• **EXERCISE**
What you give back must match the data below character for character.

(Stored data)
********
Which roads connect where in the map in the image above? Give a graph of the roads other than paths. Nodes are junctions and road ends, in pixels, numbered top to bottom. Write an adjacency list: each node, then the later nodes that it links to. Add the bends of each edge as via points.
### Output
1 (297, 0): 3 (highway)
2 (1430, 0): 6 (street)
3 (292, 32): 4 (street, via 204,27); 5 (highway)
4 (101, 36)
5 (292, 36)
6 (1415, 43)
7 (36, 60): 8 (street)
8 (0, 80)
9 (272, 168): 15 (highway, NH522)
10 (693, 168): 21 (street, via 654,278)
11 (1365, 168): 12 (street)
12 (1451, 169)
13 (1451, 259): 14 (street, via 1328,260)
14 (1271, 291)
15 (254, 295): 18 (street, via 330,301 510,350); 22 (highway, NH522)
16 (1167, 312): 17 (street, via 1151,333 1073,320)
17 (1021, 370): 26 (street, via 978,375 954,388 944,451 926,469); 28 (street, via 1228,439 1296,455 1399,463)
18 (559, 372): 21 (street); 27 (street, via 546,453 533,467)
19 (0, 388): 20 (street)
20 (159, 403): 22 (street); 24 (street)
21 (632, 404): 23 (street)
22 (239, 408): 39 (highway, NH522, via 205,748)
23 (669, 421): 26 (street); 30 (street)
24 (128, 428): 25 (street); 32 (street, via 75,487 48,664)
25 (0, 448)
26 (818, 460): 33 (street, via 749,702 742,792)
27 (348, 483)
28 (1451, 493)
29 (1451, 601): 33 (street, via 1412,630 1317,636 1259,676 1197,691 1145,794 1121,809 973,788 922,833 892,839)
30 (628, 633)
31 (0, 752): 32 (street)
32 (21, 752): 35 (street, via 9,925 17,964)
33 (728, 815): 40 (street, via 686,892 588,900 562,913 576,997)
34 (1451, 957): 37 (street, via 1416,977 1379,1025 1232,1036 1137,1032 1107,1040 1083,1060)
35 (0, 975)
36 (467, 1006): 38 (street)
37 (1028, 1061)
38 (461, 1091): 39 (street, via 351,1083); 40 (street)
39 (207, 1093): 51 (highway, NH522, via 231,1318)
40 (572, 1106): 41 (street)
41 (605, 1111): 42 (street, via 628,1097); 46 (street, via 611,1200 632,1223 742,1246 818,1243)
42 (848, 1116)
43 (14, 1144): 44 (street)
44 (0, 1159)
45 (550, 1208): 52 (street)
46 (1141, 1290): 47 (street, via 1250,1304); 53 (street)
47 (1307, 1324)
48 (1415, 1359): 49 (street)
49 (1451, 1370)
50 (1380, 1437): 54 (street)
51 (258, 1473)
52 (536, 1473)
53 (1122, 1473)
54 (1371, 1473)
********
• **RESULT OF THIS EXERCISE**
Which roads connect where in the map in the image above? Give a graph of the roads other than paths. Nodes are junctions and road ends, in pixels, numbered top to bottom. Write an adjacency list: each node, then the later nodes that it links to. Add the bends of each edge as via points.
### Output
1 (297, 0): 3 (highway)
2 (1430, 0): 6 (street)
3 (292, 32): 4 (street, via 204,27); 5 (highway)
4 (101, 36)
5 (292, 36)
6 (1415, 43)
7 (36, 60): 8 (street)
8 (0, 80)
9 (272, 168): 15 (highway, NH522)
10 (693, 168): 21 (street, via 654,278)
11 (1365, 168): 12 (street)
12 (1451, 169)
13 (1451, 259): 14 (street, via 1328,260)
14 (1271, 291)
15 (254, 295): 18 (street, via 330,301 510,350); 22 (highway, NH522)
16 (1167, 312): 17 (street, via 1151,333 1073,320)
17 (1021, 370): 26 (street, via 978,375 954,388 944,451 926,469); 28 (street, via 1228,439 1296,455 1399,463)
18 (559, 372): 21 (street); 27 (street, via 546,453 533,467)
19 (0, 388): 20 (street)
20 (159, 403): 22 (street); 24 (street)
21 (632, 404): 23 (street)
22 (239, 408): 39 (highway, NH522, via 205,748)
23 (669, 421): 26 (street); 30 (street)
24 (128, 428): 25 (street); 32 (street, via 75,487 48,664)
25 (0, 448)
26 (818, 460): 33 (street, via 749,702 742,792)
27 (348, 483)
28 (1451, 493)
29 (1451, 601): 33 (street, via 1412,630 1317,636 1259,676 1197,691 1145,794 1121,809 973,788 922,833 892,839)
30 (628, 633)
31 (0, 752): 32 (street)
32 (21, 752): 35 (street, via 9,925 17,964)
33 (728, 815): 40 (street, via 686,892 588,900 562,913 576,997)
34 (1451, 957): 37 (street, via 1416,977 1379,1025 1232,1036 1137,1032 1107,1040 1083,1060)
35 (0, 975)
36 (467, 1006): 38 (street)
37 (1028, 1061)
38 (461, 1091): 39 (street, via 351,1083); 40 (street)
39 (207, 1093): 51 (highway, NH522, via 231,1318)
40 (572, 1106): 41 (street)
41 (605, 1111): 42 (street, via 628,1097); 46 (street, via 611,1200 632,1223 742,1246 818,1243)
42 (848, 1116)
43 (14, 1144): 44 (street)
44 (0, 1159)
45 (550, 1208): 52 (street)
46 (1141, 1290): 47 (street, via 1250,1304); 53 (street)
47 (1307, 1324)
48 (1415, 1359): 49 (street)
49 (1451, 1370)
50 (1380, 1437): 54 (street)
51 (258, 1473)
52 (536, 1473)
53 (1122, 1473)
54 (1371, 1473)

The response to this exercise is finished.